[Dataset excerpts]
====

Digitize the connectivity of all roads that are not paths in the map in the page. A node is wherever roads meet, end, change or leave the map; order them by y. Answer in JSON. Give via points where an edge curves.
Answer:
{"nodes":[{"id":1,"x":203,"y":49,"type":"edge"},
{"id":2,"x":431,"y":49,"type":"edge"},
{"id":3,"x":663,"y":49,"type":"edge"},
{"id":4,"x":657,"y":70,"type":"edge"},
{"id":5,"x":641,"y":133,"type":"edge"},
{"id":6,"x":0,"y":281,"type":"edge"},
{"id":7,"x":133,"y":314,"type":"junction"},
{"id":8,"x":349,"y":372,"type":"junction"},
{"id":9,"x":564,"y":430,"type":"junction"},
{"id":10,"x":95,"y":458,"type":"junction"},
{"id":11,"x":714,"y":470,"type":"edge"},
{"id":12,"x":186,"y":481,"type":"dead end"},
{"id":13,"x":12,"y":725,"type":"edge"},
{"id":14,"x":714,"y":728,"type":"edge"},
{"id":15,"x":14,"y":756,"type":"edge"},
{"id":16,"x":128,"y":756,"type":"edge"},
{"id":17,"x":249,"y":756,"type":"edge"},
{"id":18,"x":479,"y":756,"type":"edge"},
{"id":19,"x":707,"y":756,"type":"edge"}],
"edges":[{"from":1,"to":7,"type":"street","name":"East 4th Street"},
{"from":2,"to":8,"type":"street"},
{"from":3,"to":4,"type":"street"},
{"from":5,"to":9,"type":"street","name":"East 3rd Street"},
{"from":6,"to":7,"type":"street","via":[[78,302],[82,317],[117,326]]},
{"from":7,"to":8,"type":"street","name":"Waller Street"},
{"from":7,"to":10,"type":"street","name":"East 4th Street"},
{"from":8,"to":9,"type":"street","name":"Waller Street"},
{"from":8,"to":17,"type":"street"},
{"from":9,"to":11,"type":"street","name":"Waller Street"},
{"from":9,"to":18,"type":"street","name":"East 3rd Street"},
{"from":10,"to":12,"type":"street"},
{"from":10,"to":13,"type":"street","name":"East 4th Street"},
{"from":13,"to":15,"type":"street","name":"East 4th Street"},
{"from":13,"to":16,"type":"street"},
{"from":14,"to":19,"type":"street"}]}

====

## What is required
Search the entries above for the word "name" and copy each line where it appears.

## Response to the exercise
"edges":[{"from":1,"to":7,"type":"street","name":"East 4th Street"},
{"from":5,"to":9,"type":"street","name":"East 3rd Street"},
{"from":7,"to":8,"type":"street","name":"Waller Street"},
{"from":7,"to":10,"type":"street","name":"East 4th Street"},
{"from":8,"to":9,"type":"street","name":"Waller Street"},
{"from":9,"to":11,"type":"street","name":"Waller Street"},
{"from":9,"to":18,"type":"street","name":"East 3rd Street"},
{"from":10,"to":13,"type":"street","name":"East 4th Street"},
{"from":13,"to":15,"type":"street","name":"East 4th Street"},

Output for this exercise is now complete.